The date of effect of the amendment to the child support assessment will be the beginning of the relevant child support period where:

(a) at the time, the parent has lodged, or still has time to lodge, his or her tax return on time as required under the income tax legislation (for example, under a relevant tax agent lodgment program); or


These together say that if the tax return is lodged on time, then the ATI applies to the relevant CS period. However it omits to add what is covered in section 2.32 of the guide which says :-

CSA must make new assessments at particular times. A new assessment starts a new child support period. Amending an assessment, for example because a parent has lodged an estimate of their income, does not start a new child support period.

So in fact a new CS period starts when an assessment is lodged and thus as long as the tax return is on time, there is no backdating.

I hope that's clearer now. It is for me, I think. :)

sunnyside said
PS. MikeT thanks for your reply - I hate trying to read this particular act and guide - I need things dumbed down a bit more these days!
I reckon I hate it more. :)
I finally found someone at CSA who seems to at least half know what they're doing. Apparently if the other parent lodges a new and higher income amount down the track the assessment will be recalculated (and my payments reduced) from the start of the CS period. Fair enough too I think, I wore the higher assessment for the last 12 months even though I knew his circs had changed for the better. I don't want to go to COA process (I think it encourages fallouts by its nature), I just want to ensure we are both fairly assessed under the formula. I figure if each assessment is accurate for the time, it will be swings and roundabouts year to year and that's fine.

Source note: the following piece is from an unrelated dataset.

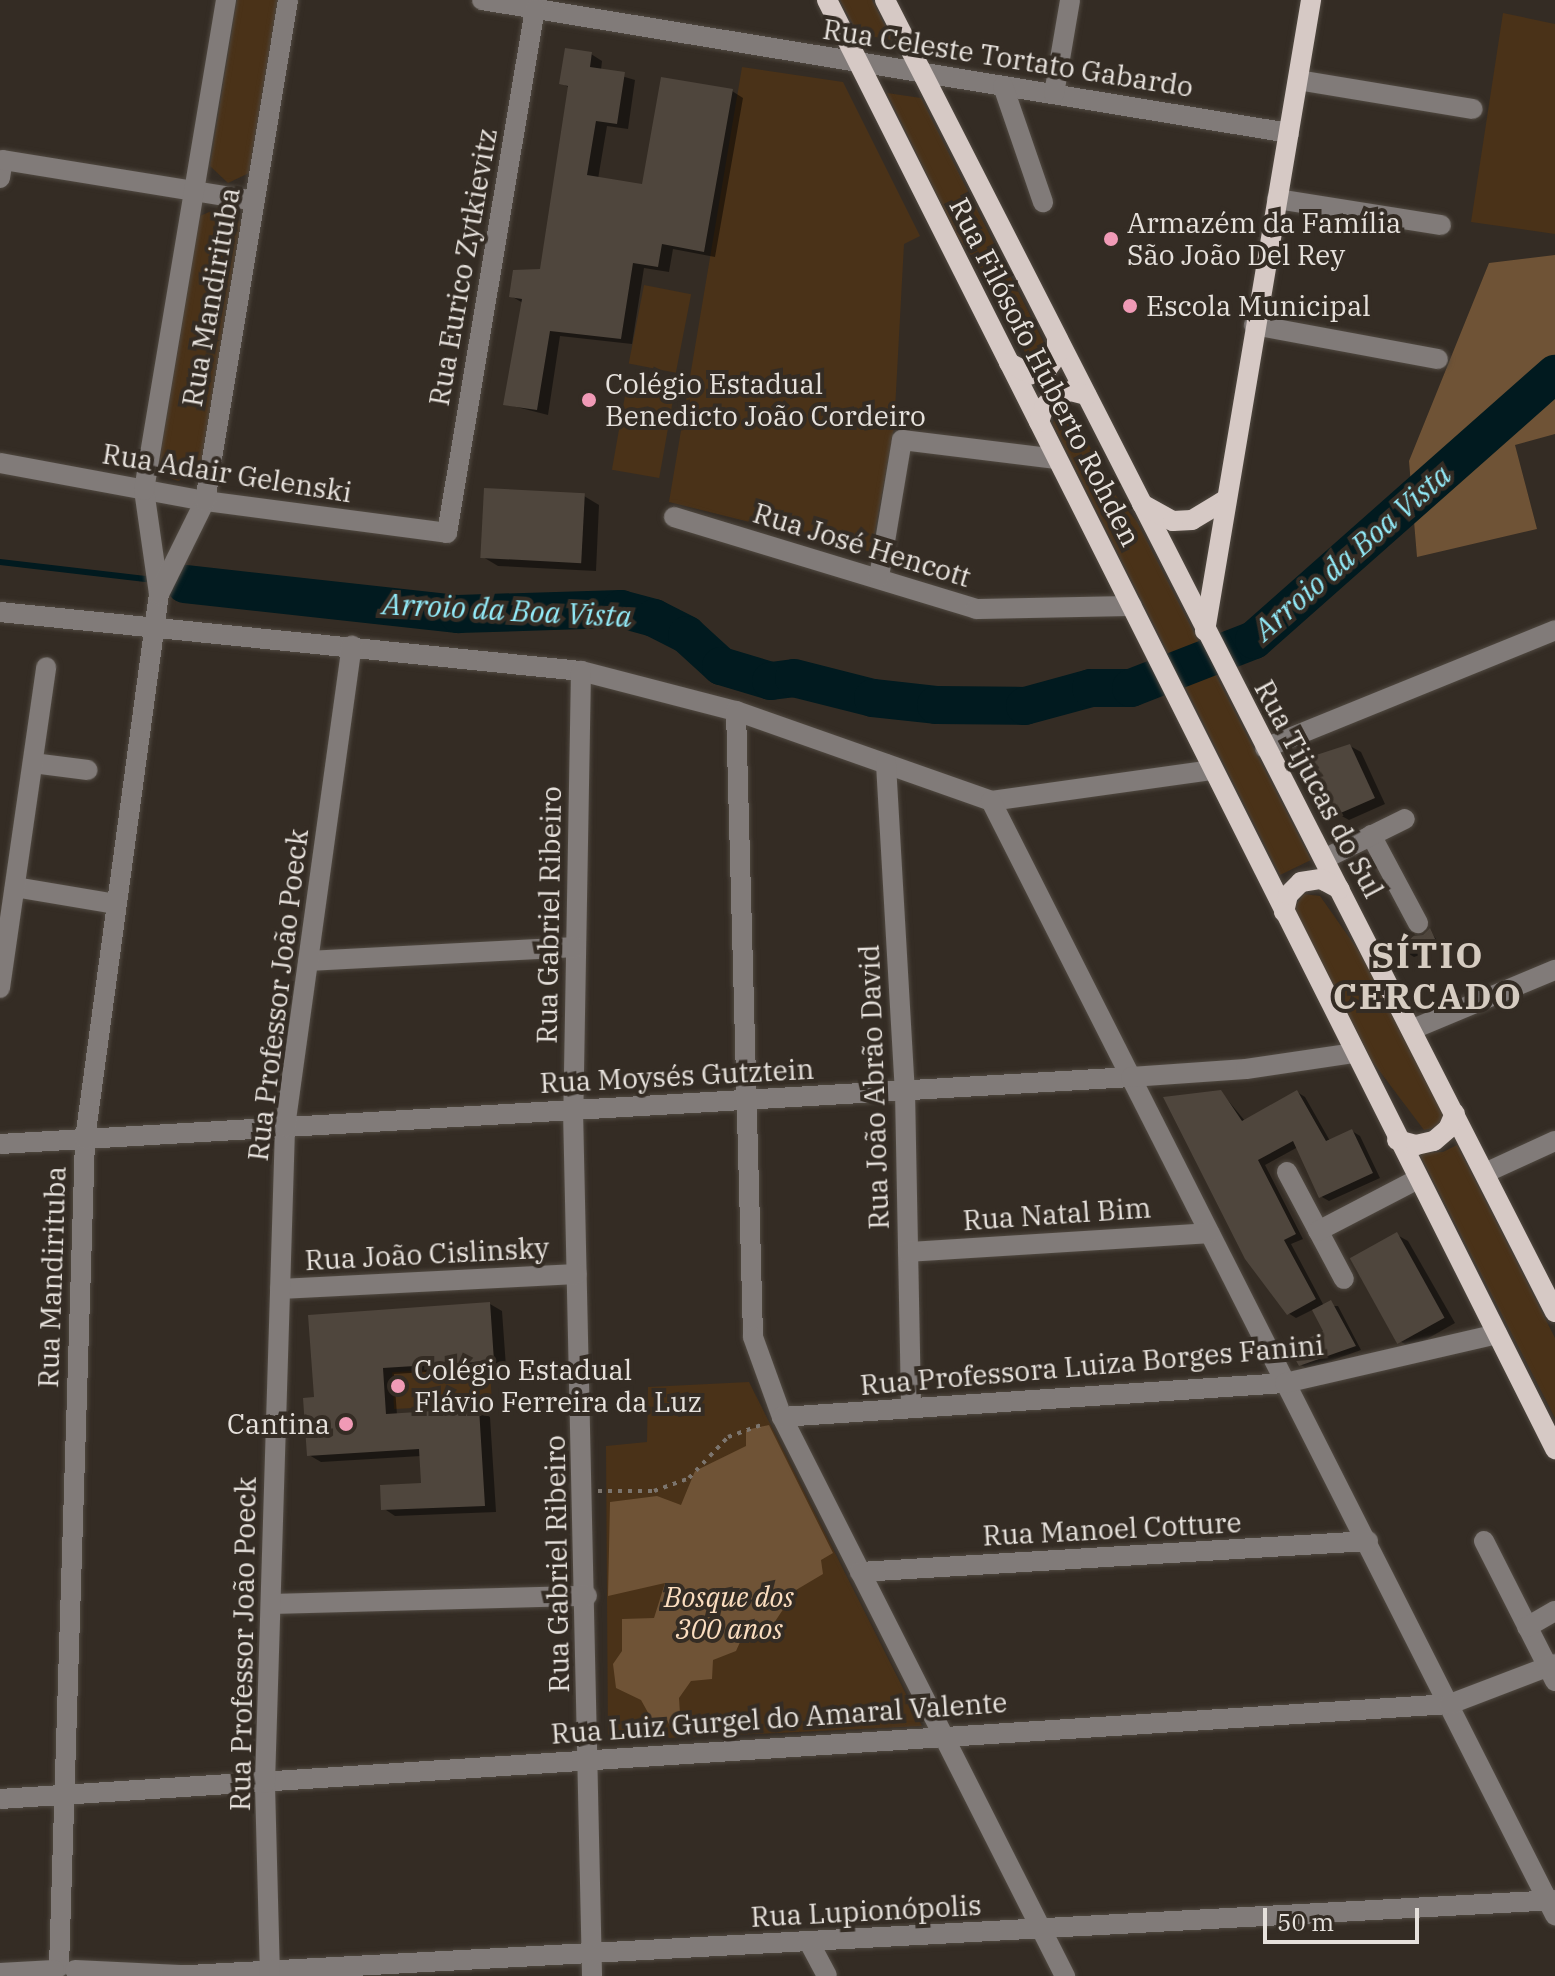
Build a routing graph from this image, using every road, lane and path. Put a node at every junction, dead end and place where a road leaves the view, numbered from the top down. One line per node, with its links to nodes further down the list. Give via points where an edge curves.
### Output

BUT (and hey I recognise this isn't a big issue in the grand scheme) what I still don't understand is why it takes so long to start a new CS period. My ATO assessment was issued 16/7. I understand why this didn't help me on 7/8, there has to be a cut-off point in the prior month; I get that. But the CSA now tells me my new payment rate only kicks in from the payment of 7/10. When I asked why, all I could get was that "payments are in arrears, so the 7/9 payment is for August". Why isn't August at the new rate based on my new income, issued in July??? I know it sounds petty but my income has dropped a little this year (not my fault and the ex knows it, so it's non-contentious for us) and I could really do with that extra $25-30 or so in reduced payment come 7/9. The kids are with me full-time at the moment, and CSA doesn't seem to care, they just see me as the PYR and if I query anything I think they assume I'm a deadbeat mother or something. I just want fairness, and don't want to have to fight or negotiate with the ex for it; we are both committed to doing what the CSA prescribes and doing so is meant to remove the aggro. This agency is supposed to take out the hostility by issuing objectively fair assessments so that I don't have to argue with him, isn't that right?? It's how I thought it worked.

Does anyone know if they are right about it normally taking this long to issue a new assessment?? Can I do anything such as an estimate?? I feel like the whole system is against me just because I earn a paltry amount more than he does. Frustrated!!!!